THE PROBLEM | Look through the records and copy each line with the string "Kutrovická" in it.

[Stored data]
------------------------------------

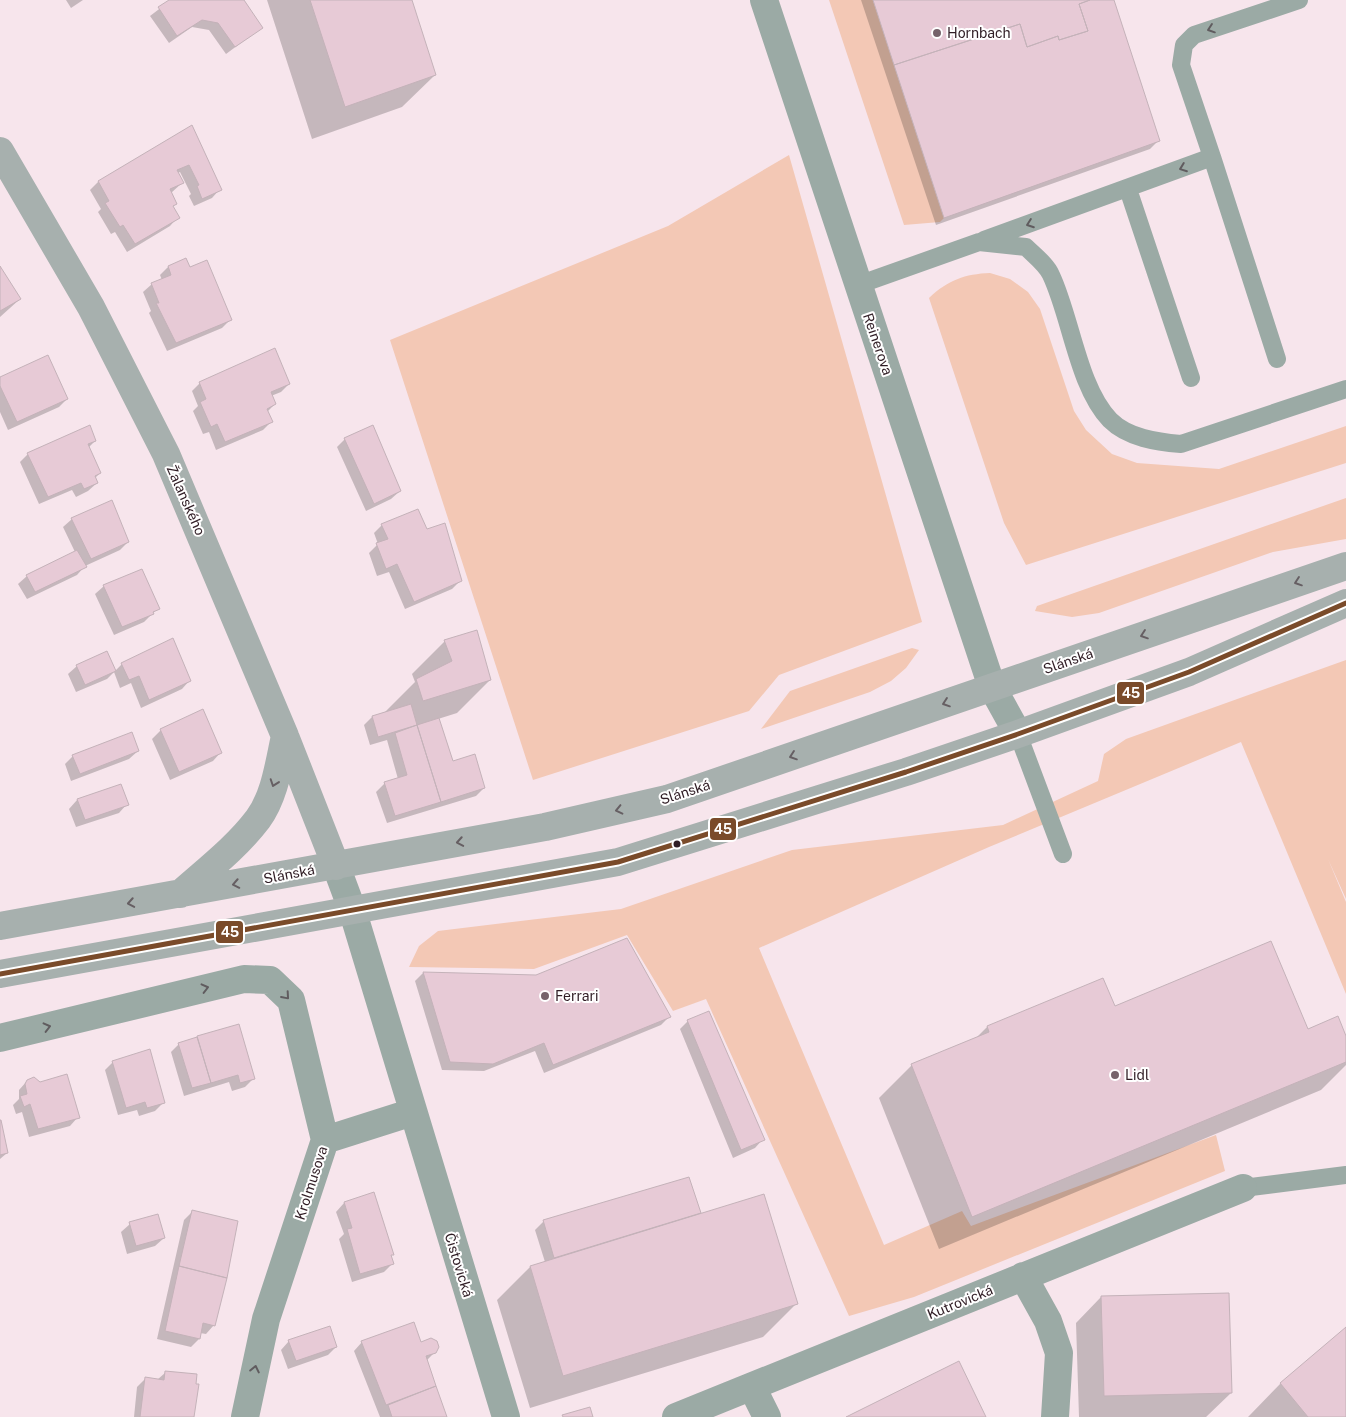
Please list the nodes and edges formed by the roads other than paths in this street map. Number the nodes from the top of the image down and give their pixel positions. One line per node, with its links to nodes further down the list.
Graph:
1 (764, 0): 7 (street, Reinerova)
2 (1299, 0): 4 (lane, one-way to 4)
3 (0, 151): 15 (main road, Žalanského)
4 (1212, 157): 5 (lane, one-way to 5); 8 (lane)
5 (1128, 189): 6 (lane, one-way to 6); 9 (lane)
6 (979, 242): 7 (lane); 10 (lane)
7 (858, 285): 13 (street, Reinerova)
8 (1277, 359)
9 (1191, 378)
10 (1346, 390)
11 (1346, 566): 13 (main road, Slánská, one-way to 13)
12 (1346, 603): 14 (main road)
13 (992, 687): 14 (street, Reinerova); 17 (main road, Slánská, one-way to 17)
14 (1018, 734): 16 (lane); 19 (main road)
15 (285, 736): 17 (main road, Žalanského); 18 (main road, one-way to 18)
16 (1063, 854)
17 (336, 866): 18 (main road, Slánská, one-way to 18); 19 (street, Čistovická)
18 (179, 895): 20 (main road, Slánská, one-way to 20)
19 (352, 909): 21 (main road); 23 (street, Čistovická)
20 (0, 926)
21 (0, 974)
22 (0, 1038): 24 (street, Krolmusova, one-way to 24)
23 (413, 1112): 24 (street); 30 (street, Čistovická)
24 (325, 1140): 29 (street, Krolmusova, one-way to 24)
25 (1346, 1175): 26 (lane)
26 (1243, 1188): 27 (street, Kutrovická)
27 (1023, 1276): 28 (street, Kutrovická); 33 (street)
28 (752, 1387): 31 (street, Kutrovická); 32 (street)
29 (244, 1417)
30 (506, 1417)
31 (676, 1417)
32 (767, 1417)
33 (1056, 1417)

------------------------------------

TASK OUTPUT |
26 (1243, 1188): 27 (street, Kutrovická)
27 (1023, 1276): 28 (street, Kutrovická); 33 (street)
28 (752, 1387): 31 (street, Kutrovická); 32 (street)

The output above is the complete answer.